É difícil definir Maria da Conceição Tavares, economista ela era. Mas ia muito além. Intelectual, também era. Mas seu rigor analítico transbordava as fronteiras do que se entende por intelectual. Militante, sim, sem deixar de ser uma pensadora, esgrimindo sempre com maestria, a paixão militante e a veemência na análise. Mulher, brilhante, fundamental, apaixonada. Era dedicada e ardente professora. Gostava de festa, mas levava tudo muito a sério.
Convivemos por um tempo breve e intenso, de muita discussão criadora, de muitos sonhos bons para o Brasil, de debates e pesquisa e várias frustrações. Nesta época, Conceição trabalhava em sua tese de livre-docência na UFRJ, sobre acumulação de capital e industrialização no Brasil e eu, em um projeto coordenado por Luciano Martins, sobre estado capitalista e burocracia no Brasil durante a ditadura militar, do qual retirei minha tese de doutorado sobre política industrial e autoritarismo. Era um grupo de pesquisa na Finep a qual parecia, então, um asilo para cientistas sociais de esquerda na burocracia da ditadura. Essa unidade de pesquisa dentro da Finep, mas com poucas ligações com sua atividade central de financiadora de ciência e tecnologia, era dirigida por Marcelo de Paiva Abreu e, quando este foi para a diretoria, por Mário Machado. Estavam no grupo Carlos Lessa e Antônio Barros de Castro, também trabalhando em suas teses de livre-docência, Sulamis Dain, Patrícia Suzzi e Maria das Graças Salgado, além de Mário Machado, até onde alcança minha memória. Para mim, era ainda um momento de formação acadêmica. Eu tinha 25 anos recém-saído da rotina de cursos da pós-graduação, era professor visitante da FEA-UFRJ, onde dava um curso para a graduação sobre economia e política.
Tínhamos extensas e animadas discussões, sempre acaloradas, debatíamos divergências, trocávamos ideias. Aprendi muito naquele tempo, especialmente com Conceição que sempre teve extraordinária capacidade para analisar a dinâmica das estruturas econômicas do capitalismo e da economia industrial. Essas discussões e poder acompanhar os resultados da pesquisa de Conceição sobre a estrutura industrial brasileira e seu padrão de acumulação me permitiram desenvolver os fundamentos econômicos de minha tese, The Divided Leviathan: State and Economic Policy Formation in Authoritarian Brazil. Conceição fez, generosamente, a leitura crítica do rascunho da tese, e me ajudou a torná-la mais precisa. Mesmo depois desse período, costumávamos nos encontrar socialmente, sempre com muito proveito para mim, até o final dos anos de 1980, quando mudei a rota de minha carreira profissional.

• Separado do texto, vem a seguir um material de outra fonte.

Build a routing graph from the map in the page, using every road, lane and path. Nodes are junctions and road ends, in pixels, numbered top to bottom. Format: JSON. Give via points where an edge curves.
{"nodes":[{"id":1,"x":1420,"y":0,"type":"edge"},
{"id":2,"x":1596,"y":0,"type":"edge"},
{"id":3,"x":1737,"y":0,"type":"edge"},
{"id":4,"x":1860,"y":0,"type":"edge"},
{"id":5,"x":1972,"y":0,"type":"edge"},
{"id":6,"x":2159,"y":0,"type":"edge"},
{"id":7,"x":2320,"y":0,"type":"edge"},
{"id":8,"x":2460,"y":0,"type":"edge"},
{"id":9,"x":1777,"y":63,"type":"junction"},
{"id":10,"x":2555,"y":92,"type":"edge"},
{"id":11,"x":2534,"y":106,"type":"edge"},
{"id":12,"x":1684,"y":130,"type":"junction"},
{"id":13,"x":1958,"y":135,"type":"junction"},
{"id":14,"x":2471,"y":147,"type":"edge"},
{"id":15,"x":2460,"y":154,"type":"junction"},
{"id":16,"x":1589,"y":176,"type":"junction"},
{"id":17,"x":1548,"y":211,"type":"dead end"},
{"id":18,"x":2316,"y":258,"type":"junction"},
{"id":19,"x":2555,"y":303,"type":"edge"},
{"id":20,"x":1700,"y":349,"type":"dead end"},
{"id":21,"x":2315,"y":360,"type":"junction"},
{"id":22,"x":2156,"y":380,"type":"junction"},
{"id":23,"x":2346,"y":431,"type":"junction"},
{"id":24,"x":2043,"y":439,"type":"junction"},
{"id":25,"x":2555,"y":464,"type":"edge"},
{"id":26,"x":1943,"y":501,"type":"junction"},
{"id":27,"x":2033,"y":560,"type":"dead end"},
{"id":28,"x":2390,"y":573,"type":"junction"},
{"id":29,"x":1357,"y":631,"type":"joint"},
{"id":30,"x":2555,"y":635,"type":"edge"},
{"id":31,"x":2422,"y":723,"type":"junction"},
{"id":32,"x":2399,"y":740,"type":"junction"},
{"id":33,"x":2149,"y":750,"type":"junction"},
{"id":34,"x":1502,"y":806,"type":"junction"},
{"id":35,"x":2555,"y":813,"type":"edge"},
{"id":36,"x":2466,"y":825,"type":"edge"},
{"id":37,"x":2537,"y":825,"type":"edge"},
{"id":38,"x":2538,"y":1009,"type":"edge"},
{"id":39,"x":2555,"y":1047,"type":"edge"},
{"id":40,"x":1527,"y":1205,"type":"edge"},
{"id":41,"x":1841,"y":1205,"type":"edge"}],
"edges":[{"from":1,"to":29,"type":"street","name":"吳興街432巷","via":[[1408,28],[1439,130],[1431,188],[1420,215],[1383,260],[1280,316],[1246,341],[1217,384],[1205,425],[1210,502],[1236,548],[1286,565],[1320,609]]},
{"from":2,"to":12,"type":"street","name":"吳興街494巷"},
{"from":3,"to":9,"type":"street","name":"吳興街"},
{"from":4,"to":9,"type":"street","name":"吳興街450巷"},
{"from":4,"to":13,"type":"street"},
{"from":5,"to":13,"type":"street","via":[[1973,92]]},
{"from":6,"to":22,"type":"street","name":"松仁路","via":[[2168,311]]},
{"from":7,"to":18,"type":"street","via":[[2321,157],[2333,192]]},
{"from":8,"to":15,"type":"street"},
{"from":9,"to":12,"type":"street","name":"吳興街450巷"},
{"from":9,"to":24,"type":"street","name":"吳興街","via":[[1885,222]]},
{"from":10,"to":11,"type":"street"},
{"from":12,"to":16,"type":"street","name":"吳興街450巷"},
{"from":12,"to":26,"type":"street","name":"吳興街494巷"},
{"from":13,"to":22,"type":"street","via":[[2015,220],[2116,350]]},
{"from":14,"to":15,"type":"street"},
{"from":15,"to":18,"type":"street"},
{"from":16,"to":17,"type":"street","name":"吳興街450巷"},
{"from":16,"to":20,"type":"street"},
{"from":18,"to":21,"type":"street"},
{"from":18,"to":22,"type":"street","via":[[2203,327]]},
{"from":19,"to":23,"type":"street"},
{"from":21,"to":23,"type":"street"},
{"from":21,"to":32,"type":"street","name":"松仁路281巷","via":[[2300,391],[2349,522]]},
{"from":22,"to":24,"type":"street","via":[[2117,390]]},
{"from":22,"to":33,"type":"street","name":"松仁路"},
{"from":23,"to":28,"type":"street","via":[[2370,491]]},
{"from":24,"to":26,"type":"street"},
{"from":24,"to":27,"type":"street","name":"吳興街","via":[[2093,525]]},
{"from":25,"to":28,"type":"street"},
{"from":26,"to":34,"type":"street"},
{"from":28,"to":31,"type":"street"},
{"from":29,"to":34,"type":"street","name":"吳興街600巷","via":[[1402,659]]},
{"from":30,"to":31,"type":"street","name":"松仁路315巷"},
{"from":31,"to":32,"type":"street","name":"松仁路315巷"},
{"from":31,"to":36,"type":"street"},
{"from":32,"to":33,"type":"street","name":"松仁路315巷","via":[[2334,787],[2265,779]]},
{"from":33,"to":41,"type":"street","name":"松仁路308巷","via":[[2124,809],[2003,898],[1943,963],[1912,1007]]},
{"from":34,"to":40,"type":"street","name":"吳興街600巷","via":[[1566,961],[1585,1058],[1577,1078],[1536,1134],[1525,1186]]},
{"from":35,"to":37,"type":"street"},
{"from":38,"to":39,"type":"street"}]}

A vida nos afastou, mas continuei a acompanhar e admirar Conceição à distância. Sua partida me entristeceu muito, embora celebre o tempo que passou entre nós, a muita gente que formou sem impor seu pensamento e sua inestimável contribuição a todos que querem pensar com independência e de maneira crítica. Conceição deixa várias coortes de ex-alunos, das mais diversas persuasões, espalhados por todo o espectro de atividade. Eu definiria seu pensamento assim: independente, crítico, talvez mais inconformista do que heterodoxo, ousado, rebelde. Defendia suas ideias agressivamente. Também pudera, teve que se impor como pensadora, economista, mulher, em um meio então inteiramente de homens, onde a única mulher citada era Joan Robinson, de inspiração keynesiana, como ela.
Conceição era veemente por ter convicções firmes e sempre fundamentadas. Sua visão econômica não era dogmática, tinha influências de Marx, Keynes, Kalecki, Aníbal Pinto e Celso Furtado. Sua obsessão com o combate à desigualdade e a pobreza começou desde seus primeiros momentos no Brasil, em meados dos anos de 1950, quando calculou, pela primeira vez, a curva de distribuição de renda no país. Não abria mão de defender uma economia socialmente orientada e uma democracia socialmente justa. Compartilho desse ideal que não permite dissociar a economia e a democracia do social. Nossas conversas sobre o capitalismo financeiro internacionalizado me ajudaram a tratar da hegemonia do capital financeiro globalizado, como parte das transformações que venho analisando em meus ensaios mais recentes.
A influência de pessoas como Conceição, com a vocação de professores, que formam mesmo quando apenas conversam, é perene. Espalha-se, de maneiras diferentes, por meio das gerações que formou. Como estão sempre associando a criação conceitual e a análise concreta, permitem a atualização do procedimento analítico com as mudanças trazidas pelo tempo. Tive a ventura de conviver com alguns poucos dotados desta virtude que Conceição exercia tão apaixonadamente. Era a última dos viventes que foram minha referência no amadurecimento intelectual.